セリカの成績はスウェーデンで5位、ポルトガルで3位、ニュージーランドで6位、1000湖(フィンランド)で4位、サンレモ(イタリア)で6位、RAC(イギリス)で2位というもの。最終的に未勝利メーカーでは最多の68ポイントを挙げ、ランキングは3位に食い込んでいる。
1978年からトヨタはワークスマシンをRA40型の二代目セリカにスイッチするため、MFFに展示されたこの個体はRA20型セリカ2000GT(グループ4)の最後の花道を飾ったマシンと言えるだろう。

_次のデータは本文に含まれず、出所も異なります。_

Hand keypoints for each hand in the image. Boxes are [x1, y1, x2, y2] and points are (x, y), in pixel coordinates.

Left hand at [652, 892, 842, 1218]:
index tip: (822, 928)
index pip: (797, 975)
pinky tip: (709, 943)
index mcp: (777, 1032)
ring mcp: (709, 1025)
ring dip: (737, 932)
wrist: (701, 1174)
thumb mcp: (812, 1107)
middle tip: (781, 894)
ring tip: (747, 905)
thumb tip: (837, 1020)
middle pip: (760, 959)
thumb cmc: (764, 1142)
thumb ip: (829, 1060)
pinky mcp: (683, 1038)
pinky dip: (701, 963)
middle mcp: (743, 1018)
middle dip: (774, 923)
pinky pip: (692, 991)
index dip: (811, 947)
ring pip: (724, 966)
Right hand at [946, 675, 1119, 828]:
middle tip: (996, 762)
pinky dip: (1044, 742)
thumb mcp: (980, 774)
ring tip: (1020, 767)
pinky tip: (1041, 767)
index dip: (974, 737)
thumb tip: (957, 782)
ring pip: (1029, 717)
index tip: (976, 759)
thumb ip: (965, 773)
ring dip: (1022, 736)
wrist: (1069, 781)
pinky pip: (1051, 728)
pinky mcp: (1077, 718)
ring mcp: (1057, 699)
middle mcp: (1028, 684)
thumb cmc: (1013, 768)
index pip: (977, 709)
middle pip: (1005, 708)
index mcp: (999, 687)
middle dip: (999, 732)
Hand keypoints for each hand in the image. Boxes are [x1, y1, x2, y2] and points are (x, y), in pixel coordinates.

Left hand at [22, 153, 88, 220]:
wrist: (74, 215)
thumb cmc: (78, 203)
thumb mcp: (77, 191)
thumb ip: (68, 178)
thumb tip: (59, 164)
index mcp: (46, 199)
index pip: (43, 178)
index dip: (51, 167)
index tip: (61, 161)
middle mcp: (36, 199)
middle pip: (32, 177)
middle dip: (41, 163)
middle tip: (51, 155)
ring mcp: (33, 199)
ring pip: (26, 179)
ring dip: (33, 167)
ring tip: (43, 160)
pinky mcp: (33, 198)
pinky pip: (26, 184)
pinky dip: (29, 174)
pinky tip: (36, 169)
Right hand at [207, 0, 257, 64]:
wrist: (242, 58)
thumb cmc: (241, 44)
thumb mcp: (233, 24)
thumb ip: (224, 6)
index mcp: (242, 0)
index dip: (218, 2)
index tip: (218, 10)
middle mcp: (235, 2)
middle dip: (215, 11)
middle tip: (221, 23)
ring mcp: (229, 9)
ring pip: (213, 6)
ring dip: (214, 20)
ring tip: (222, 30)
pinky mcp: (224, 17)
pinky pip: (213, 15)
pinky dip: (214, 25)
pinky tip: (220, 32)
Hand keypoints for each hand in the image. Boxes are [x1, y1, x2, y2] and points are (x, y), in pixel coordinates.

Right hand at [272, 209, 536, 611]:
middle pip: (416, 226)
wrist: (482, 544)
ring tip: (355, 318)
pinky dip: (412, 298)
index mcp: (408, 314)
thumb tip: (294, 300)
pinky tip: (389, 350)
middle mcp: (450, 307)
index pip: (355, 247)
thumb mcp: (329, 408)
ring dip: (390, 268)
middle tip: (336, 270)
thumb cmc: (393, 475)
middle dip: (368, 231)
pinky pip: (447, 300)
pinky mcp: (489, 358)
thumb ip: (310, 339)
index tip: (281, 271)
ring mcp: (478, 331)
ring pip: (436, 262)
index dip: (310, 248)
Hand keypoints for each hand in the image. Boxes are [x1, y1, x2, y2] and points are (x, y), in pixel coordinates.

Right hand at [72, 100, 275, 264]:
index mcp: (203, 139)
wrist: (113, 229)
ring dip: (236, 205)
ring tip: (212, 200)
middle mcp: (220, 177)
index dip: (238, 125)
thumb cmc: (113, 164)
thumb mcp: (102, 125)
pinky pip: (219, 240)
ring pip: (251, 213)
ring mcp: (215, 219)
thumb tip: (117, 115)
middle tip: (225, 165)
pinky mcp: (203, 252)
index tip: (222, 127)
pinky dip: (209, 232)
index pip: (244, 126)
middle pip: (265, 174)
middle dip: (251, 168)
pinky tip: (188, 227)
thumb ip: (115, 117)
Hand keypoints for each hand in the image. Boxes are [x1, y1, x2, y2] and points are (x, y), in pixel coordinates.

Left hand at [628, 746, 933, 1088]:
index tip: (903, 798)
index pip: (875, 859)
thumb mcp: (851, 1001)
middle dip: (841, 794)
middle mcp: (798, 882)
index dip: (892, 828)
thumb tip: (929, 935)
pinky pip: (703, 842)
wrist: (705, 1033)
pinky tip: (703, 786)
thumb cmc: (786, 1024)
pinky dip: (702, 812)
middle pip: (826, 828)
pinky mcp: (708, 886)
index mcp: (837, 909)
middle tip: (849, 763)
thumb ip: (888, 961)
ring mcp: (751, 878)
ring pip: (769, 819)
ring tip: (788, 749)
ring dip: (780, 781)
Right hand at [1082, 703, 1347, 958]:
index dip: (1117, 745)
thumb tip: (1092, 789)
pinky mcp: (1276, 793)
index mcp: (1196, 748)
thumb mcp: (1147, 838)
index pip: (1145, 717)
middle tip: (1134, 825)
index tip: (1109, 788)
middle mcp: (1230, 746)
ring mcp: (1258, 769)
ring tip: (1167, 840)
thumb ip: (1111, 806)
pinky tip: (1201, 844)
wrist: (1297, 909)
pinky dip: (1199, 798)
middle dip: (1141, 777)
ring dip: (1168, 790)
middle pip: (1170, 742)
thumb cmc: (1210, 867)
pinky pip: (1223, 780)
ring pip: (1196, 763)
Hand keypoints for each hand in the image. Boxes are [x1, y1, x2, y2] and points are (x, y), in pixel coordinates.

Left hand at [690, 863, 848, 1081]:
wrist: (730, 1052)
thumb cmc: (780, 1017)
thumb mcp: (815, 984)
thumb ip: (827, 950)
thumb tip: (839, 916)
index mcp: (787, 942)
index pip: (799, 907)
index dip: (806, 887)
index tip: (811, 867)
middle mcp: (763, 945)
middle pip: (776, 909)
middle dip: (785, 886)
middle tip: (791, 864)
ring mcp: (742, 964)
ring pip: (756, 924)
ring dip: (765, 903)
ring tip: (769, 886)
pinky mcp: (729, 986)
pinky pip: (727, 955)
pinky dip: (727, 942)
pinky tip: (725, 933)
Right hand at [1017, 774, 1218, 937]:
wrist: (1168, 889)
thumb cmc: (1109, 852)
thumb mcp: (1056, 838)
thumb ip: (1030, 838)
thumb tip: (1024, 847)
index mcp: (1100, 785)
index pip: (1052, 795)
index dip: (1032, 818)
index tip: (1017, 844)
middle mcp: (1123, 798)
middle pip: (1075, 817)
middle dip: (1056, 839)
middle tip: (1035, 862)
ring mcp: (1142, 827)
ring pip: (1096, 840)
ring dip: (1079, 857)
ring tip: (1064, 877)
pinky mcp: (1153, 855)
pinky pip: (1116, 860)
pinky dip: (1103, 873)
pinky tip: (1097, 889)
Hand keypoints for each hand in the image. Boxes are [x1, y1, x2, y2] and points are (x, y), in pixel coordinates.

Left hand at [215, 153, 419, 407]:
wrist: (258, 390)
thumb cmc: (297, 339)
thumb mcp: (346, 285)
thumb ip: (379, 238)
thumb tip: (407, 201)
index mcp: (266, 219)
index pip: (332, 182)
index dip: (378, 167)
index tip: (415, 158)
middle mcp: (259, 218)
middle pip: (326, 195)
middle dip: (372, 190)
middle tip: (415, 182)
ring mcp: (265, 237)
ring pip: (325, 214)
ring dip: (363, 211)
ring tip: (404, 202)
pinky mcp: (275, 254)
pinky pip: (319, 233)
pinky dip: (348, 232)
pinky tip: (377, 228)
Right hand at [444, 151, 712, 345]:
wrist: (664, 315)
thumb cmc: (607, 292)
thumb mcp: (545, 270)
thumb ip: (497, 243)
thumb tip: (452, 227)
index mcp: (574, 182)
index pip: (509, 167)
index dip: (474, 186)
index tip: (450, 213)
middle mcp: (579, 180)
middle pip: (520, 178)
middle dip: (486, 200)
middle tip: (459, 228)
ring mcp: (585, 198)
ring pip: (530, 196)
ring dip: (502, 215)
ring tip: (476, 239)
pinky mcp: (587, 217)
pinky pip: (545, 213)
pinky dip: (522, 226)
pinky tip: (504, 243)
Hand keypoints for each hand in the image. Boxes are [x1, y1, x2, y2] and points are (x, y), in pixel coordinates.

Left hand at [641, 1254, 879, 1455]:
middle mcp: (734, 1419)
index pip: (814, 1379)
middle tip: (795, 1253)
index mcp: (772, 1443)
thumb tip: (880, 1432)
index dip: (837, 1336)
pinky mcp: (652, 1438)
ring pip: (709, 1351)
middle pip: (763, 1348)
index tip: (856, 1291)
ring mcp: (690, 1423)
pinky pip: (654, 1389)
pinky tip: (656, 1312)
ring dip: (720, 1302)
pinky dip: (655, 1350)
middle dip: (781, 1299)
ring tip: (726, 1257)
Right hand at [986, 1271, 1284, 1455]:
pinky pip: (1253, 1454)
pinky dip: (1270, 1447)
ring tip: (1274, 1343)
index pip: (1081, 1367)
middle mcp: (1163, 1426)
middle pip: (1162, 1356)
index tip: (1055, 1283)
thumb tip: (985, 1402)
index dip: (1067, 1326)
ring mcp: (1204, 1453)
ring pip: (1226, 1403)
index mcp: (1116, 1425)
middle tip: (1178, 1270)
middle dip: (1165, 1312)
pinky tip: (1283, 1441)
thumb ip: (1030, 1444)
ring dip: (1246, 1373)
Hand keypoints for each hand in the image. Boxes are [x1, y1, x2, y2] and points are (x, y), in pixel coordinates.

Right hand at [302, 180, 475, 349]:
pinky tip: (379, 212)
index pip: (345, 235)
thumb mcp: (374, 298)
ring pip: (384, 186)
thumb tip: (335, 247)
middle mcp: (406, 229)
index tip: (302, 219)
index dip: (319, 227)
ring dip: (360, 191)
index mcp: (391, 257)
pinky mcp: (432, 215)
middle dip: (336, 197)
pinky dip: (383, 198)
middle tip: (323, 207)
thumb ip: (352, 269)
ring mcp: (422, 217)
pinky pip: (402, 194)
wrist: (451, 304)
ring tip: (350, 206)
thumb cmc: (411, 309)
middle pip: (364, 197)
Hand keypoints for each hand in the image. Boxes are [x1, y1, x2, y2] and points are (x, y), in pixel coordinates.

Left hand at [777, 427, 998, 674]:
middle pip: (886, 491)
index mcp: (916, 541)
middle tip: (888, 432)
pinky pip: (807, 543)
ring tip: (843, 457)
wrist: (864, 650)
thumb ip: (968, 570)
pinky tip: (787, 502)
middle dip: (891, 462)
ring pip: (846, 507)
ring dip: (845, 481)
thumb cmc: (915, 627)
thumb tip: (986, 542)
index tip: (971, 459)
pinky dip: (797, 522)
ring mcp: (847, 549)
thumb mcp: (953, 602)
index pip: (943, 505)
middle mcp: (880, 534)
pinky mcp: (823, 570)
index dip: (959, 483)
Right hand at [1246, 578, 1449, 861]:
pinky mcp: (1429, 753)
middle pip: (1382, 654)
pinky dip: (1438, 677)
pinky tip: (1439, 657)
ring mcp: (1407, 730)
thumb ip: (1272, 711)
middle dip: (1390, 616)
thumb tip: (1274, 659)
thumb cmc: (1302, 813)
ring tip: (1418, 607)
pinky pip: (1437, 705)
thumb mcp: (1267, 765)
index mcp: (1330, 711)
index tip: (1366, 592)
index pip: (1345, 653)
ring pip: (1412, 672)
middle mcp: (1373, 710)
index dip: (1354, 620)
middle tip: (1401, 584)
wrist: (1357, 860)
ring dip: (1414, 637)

RA20型セリカ2000GTグループ4フォトギャラリー in MFF
TTEが作り上げたワークスマシンがわずか4台で、実戦に投入されたのが1976年と1977年の2シーズンのみ。しかも現存するのがこの1台と考えると、極めて貴重なマシンであると実感できる。それが動態保存され、日本で見ることができるのだからありがたいかぎりだ。MFFのみならず、これからもイベントなどで実車を目にする機会に恵まれれば幸いである。